The response must contain every line of the records that follow, duplicated exactly.

[INFORMATION GIVEN — start]

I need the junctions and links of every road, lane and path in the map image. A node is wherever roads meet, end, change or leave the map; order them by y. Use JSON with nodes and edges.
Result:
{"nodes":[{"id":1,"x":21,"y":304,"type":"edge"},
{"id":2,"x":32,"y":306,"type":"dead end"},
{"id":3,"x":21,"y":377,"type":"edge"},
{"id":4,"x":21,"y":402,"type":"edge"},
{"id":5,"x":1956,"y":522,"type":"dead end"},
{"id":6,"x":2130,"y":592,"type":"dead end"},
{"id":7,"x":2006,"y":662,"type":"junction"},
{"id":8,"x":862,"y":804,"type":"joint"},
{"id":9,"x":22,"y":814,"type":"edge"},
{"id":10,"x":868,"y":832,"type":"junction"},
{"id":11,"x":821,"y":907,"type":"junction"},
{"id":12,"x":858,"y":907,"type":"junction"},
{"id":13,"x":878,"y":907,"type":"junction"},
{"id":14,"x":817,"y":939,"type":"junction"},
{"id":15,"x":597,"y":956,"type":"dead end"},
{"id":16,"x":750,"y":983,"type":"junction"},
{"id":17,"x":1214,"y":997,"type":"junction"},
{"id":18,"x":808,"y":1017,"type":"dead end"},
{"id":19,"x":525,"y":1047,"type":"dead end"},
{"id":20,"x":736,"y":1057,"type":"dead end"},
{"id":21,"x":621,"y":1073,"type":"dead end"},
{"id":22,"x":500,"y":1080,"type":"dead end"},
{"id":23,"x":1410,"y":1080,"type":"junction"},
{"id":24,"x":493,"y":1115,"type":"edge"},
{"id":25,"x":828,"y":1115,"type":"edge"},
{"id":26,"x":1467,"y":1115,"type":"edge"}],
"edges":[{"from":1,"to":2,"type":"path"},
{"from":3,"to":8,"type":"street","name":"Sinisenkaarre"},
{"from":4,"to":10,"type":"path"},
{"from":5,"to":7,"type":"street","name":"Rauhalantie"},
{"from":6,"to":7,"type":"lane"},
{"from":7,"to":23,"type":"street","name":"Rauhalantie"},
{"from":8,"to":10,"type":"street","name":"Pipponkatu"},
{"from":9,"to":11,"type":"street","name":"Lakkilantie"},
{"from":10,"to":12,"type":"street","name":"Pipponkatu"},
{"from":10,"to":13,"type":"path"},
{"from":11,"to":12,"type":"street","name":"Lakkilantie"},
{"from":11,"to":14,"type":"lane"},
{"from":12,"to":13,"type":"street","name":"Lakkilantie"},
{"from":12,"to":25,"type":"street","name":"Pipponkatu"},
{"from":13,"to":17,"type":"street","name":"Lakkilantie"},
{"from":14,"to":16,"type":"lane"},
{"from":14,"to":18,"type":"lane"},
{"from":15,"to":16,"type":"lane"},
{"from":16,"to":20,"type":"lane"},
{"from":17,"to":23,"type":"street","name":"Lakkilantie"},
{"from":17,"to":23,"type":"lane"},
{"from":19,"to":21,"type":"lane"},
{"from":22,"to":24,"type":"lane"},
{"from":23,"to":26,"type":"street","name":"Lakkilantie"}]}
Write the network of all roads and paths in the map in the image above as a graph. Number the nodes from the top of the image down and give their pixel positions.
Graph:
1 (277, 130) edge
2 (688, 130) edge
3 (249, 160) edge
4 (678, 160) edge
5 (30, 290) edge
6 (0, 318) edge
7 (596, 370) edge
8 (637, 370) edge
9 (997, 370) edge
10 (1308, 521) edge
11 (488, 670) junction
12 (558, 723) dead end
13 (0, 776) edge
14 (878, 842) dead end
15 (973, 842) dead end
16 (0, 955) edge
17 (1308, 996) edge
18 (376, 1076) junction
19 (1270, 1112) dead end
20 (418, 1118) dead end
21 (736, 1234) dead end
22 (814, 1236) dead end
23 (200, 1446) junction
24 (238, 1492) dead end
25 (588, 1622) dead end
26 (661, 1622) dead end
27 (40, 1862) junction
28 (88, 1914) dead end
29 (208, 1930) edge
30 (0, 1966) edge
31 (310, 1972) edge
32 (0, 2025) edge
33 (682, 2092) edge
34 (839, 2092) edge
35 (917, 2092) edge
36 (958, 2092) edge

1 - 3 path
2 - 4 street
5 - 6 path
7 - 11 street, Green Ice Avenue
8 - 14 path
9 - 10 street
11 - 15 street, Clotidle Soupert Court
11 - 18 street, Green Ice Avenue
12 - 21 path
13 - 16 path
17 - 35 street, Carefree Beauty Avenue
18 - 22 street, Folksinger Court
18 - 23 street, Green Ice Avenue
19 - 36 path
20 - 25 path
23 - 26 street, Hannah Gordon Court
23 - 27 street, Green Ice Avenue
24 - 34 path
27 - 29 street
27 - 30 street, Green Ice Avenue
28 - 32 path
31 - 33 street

[INFORMATION GIVEN — finish]

COMPLETED TASK:
I need the junctions and links of every road, lane and path in the map image. A node is wherever roads meet, end, change or leave the map; order them by y. Use JSON with nodes and edges.
Result:
{"nodes":[{"id":1,"x":21,"y":304,"type":"edge"},
{"id":2,"x":32,"y":306,"type":"dead end"},
{"id":3,"x":21,"y":377,"type":"edge"},
{"id":4,"x":21,"y":402,"type":"edge"},
{"id":5,"x":1956,"y":522,"type":"dead end"},
{"id":6,"x":2130,"y":592,"type":"dead end"},
{"id":7,"x":2006,"y":662,"type":"junction"},
{"id":8,"x":862,"y":804,"type":"joint"},
{"id":9,"x":22,"y":814,"type":"edge"},
{"id":10,"x":868,"y":832,"type":"junction"},
{"id":11,"x":821,"y":907,"type":"junction"},
{"id":12,"x":858,"y":907,"type":"junction"},
{"id":13,"x":878,"y":907,"type":"junction"},
{"id":14,"x":817,"y":939,"type":"junction"},
{"id":15,"x":597,"y":956,"type":"dead end"},
{"id":16,"x":750,"y":983,"type":"junction"},
{"id":17,"x":1214,"y":997,"type":"junction"},
{"id":18,"x":808,"y":1017,"type":"dead end"},
{"id":19,"x":525,"y":1047,"type":"dead end"},
{"id":20,"x":736,"y":1057,"type":"dead end"},
{"id":21,"x":621,"y":1073,"type":"dead end"},
{"id":22,"x":500,"y":1080,"type":"dead end"},
{"id":23,"x":1410,"y":1080,"type":"junction"},
{"id":24,"x":493,"y":1115,"type":"edge"},
{"id":25,"x":828,"y":1115,"type":"edge"},
{"id":26,"x":1467,"y":1115,"type":"edge"}],
"edges":[{"from":1,"to":2,"type":"path"},
{"from":3,"to":8,"type":"street","name":"Sinisenkaarre"},
{"from":4,"to":10,"type":"path"},
{"from":5,"to":7,"type":"street","name":"Rauhalantie"},
{"from":6,"to":7,"type":"lane"},
{"from":7,"to":23,"type":"street","name":"Rauhalantie"},
{"from":8,"to":10,"type":"street","name":"Pipponkatu"},
{"from":9,"to":11,"type":"street","name":"Lakkilantie"},
{"from":10,"to":12,"type":"street","name":"Pipponkatu"},
{"from":10,"to":13,"type":"path"},
{"from":11,"to":12,"type":"street","name":"Lakkilantie"},
{"from":11,"to":14,"type":"lane"},
{"from":12,"to":13,"type":"street","name":"Lakkilantie"},
{"from":12,"to":25,"type":"street","name":"Pipponkatu"},
{"from":13,"to":17,"type":"street","name":"Lakkilantie"},
{"from":14,"to":16,"type":"lane"},
{"from":14,"to":18,"type":"lane"},
{"from":15,"to":16,"type":"lane"},
{"from":16,"to":20,"type":"lane"},
{"from":17,"to":23,"type":"street","name":"Lakkilantie"},
{"from":17,"to":23,"type":"lane"},
{"from":19,"to":21,"type":"lane"},
{"from":22,"to":24,"type":"lane"},
{"from":23,"to":26,"type":"street","name":"Lakkilantie"}]}
Write the network of all roads and paths in the map in the image above as a graph. Number the nodes from the top of the image down and give their pixel positions.
Graph:
1 (277, 130) edge
2 (688, 130) edge
3 (249, 160) edge
4 (678, 160) edge
5 (30, 290) edge
6 (0, 318) edge
7 (596, 370) edge
8 (637, 370) edge
9 (997, 370) edge
10 (1308, 521) edge
11 (488, 670) junction
12 (558, 723) dead end
13 (0, 776) edge
14 (878, 842) dead end
15 (973, 842) dead end
16 (0, 955) edge
17 (1308, 996) edge
18 (376, 1076) junction
19 (1270, 1112) dead end
20 (418, 1118) dead end
21 (736, 1234) dead end
22 (814, 1236) dead end
23 (200, 1446) junction
24 (238, 1492) dead end
25 (588, 1622) dead end
26 (661, 1622) dead end
27 (40, 1862) junction
28 (88, 1914) dead end
29 (208, 1930) edge
30 (0, 1966) edge
31 (310, 1972) edge
32 (0, 2025) edge
33 (682, 2092) edge
34 (839, 2092) edge
35 (917, 2092) edge
36 (958, 2092) edge

1 - 3 path
2 - 4 street
5 - 6 path
7 - 11 street, Green Ice Avenue
8 - 14 path
9 - 10 street
11 - 15 street, Clotidle Soupert Court
11 - 18 street, Green Ice Avenue
12 - 21 path
13 - 16 path
17 - 35 street, Carefree Beauty Avenue
18 - 22 street, Folksinger Court
18 - 23 street, Green Ice Avenue
19 - 36 path
20 - 25 path
23 - 26 street, Hannah Gordon Court
23 - 27 street, Green Ice Avenue
24 - 34 path
27 - 29 street
27 - 30 street, Green Ice Avenue
28 - 32 path
31 - 33 street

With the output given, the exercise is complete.